Updated

LAS VEGAS -- A group of 128 gamblers plunked down $25,000 each on Tuesday to compete in the first tournament of this year's World Series of Poker, generating the largest ever pool for a heads-up no-limit Texas Hold `em tournament and giving the series an encouraging sign amid a state of weakness for online poker in the United States.

The field -- made up of popular poker professionals known for gambling at high limits -- began competing for a piece of a $3 million prize pool, with the winner getting more than $851,000.

"Been going to WSOP for over 10 years and am giddy as ever, if not more," four-time gold bracelet winner Daniel Negreanu said on Twitter before entering the tournament. "WSOP is very special, and I can't wait to get started on the grind."

Negreanu was eliminated in the first round.

With casino officials optimistic yet admittedly unclear exactly how the World Series of Poker would be affected, two of 58 tournaments began with the promise of awarding millions in prize money, gold bracelets and instant fame to winners in many poker variations.

The series culminates in July with the $10,000 buy-in no-limit Texas Hold `em main event, and then a nearly two-week affair that ends in November after a break to give its top nine players several months to think about how to finish their run. Last year's winner, Canadian professional Jonathan Duhamel, won $8.9 million after topping a field of 7,319 players.

This year's set of tournaments will play out against a backdrop of legal problems for online poker companies that aren't affiliated with the series, but have contributed to making poker grow into an international industry worth billions, helping the series attract plenty of entrants and fans.

Online play in the United States has largely stopped since mid-April, when federal authorities in New York indicted 11 people tied to PokerStars, Full Tilt Poker and Absolute Poker on charges they tricked banks into illegally processing payments for gambling. Three more people and a handful of smaller websites were targeted this month through a separate federal case in Maryland, including a site that once promoted itself through card playing icon Doyle Brunson.

The indictment left millions in player deposits in limbo, with many worried they wouldn't be able to access their bankrolls in time for the tournaments.

Series spokesman Seth Palansky said the numbers for the series' first day were encouraging.

"We've always been optimistic," he said. "We're thrilled with the start. It's early, but we're very encouraged by what today tells us for the rest of the WSOP."

A casino employees-only event that cost $500 to enter attracted 850 players, up nearly 18 percent compared with the same tournament last year. The winner of that two-day event will win more than $82,000.
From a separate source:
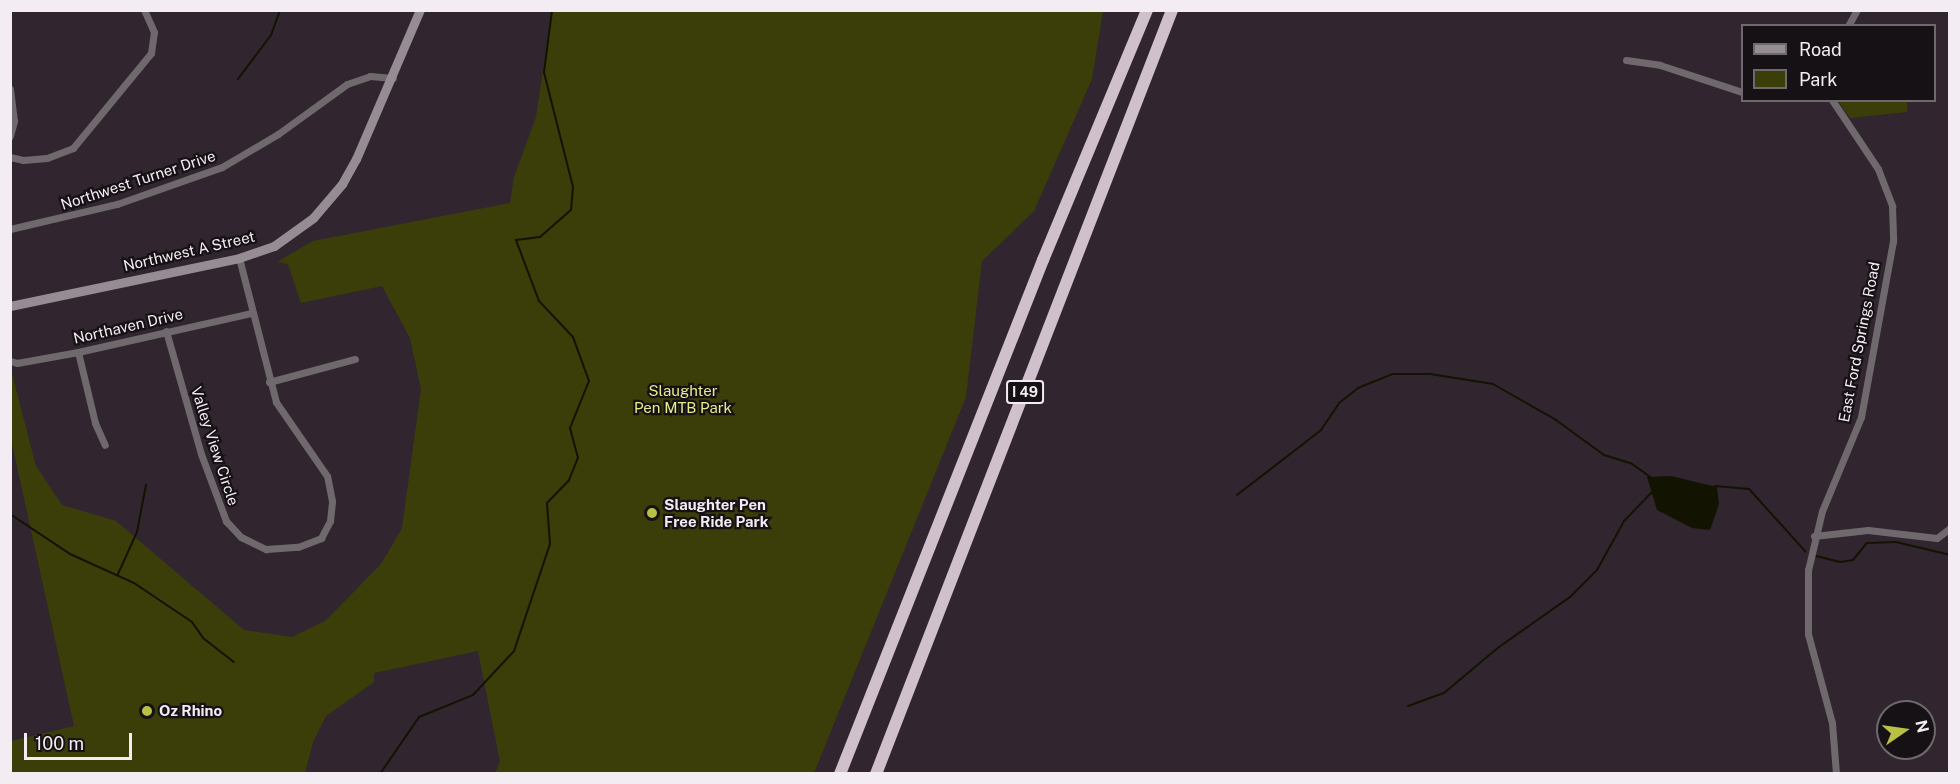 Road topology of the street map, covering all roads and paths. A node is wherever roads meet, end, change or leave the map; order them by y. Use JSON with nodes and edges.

The series upped the buy-in for its heads-up title tournament to $25,000 from $10,000 last year, generating a bigger prize pool to be split between 16 players, fewer than last year.

As the tournament started, players crowded a section of a tournament room at the Rio All-Suite Hotel & Casino to watch the bracket-style matchups get randomly chosen by a computer.

Competitors include Duhamel, eight-time gold bracelet winner Erik Seidel and Daniel "jungleman12" Cates, a 21-year-old online sensation making his debut at the series.

"I think the fields will be slightly tougher," Cates said of how the series might be affected by the online poker indictments.

Cates, who said the indictments made him more discerning about how he gambles because he has less available cash, said fewer smaller tournaments giving entry fees as prizes mean players need the skill -- and cash -- to buy themselves in.

The conditions have not been seen in the poker world since it began riding booming growth in 2003, when then-unknown amateur Chris Moneymaker won $2.5 million in a transcendent moment for the sport. The growth spawned millions of fans and players who fueled an international online poker industry that grew to as much as $6 billion in the United States and even more overseas.

A 2006 law made online poker technically illegal in the United States, but operators -- believing the law didn't properly define illegal gambling and saying poker is more skill than luck -- kept games and money flowing. The U.S. Justice Department disapproved.

For years, the popular sites sent players to the series through smaller tournaments that awarded cash for entry fees. The series, owned by casino giant Caesars Entertainment Corp., hasn't tracked this since 2007, when it stopped letting third parties directly buy entries for players.

"There'll probably be a lot of chatter," said Phil Hellmuth, an 11-time bracelet winner who has won $6.2 million at the series since 1988. "It's still the purest poker festival on the planet."

Hellmuth said that despite critics who think the series may have a down year, he thinks the tournaments and cash games at the Rio All-Suite Hotel & Casino will grow because good players quickly lend each other money, and the series is the poker world's central event each year.

And he thinks that players have studied and will come with more knowledge about the game than ever before.

"Last year, the 2010 World Series of Poker, I really played some good poker and it's aggravating because the results didn't show it," he said. "One of these years, I'm going to put together playing great and running great, and that's when you win a couple bracelets."

In the first round, Cates faced French professional Bertrand Grospellier, who placed 12th in the head-up tournament last year and has won nearly $248,000 since 2006.

Cates said he didn't know if he'd win a bracelet this year, but he hoped to try.

"My only real expectation is to make some sort of profit," Cates said. "One of my goals is to have as much success live as I've had online."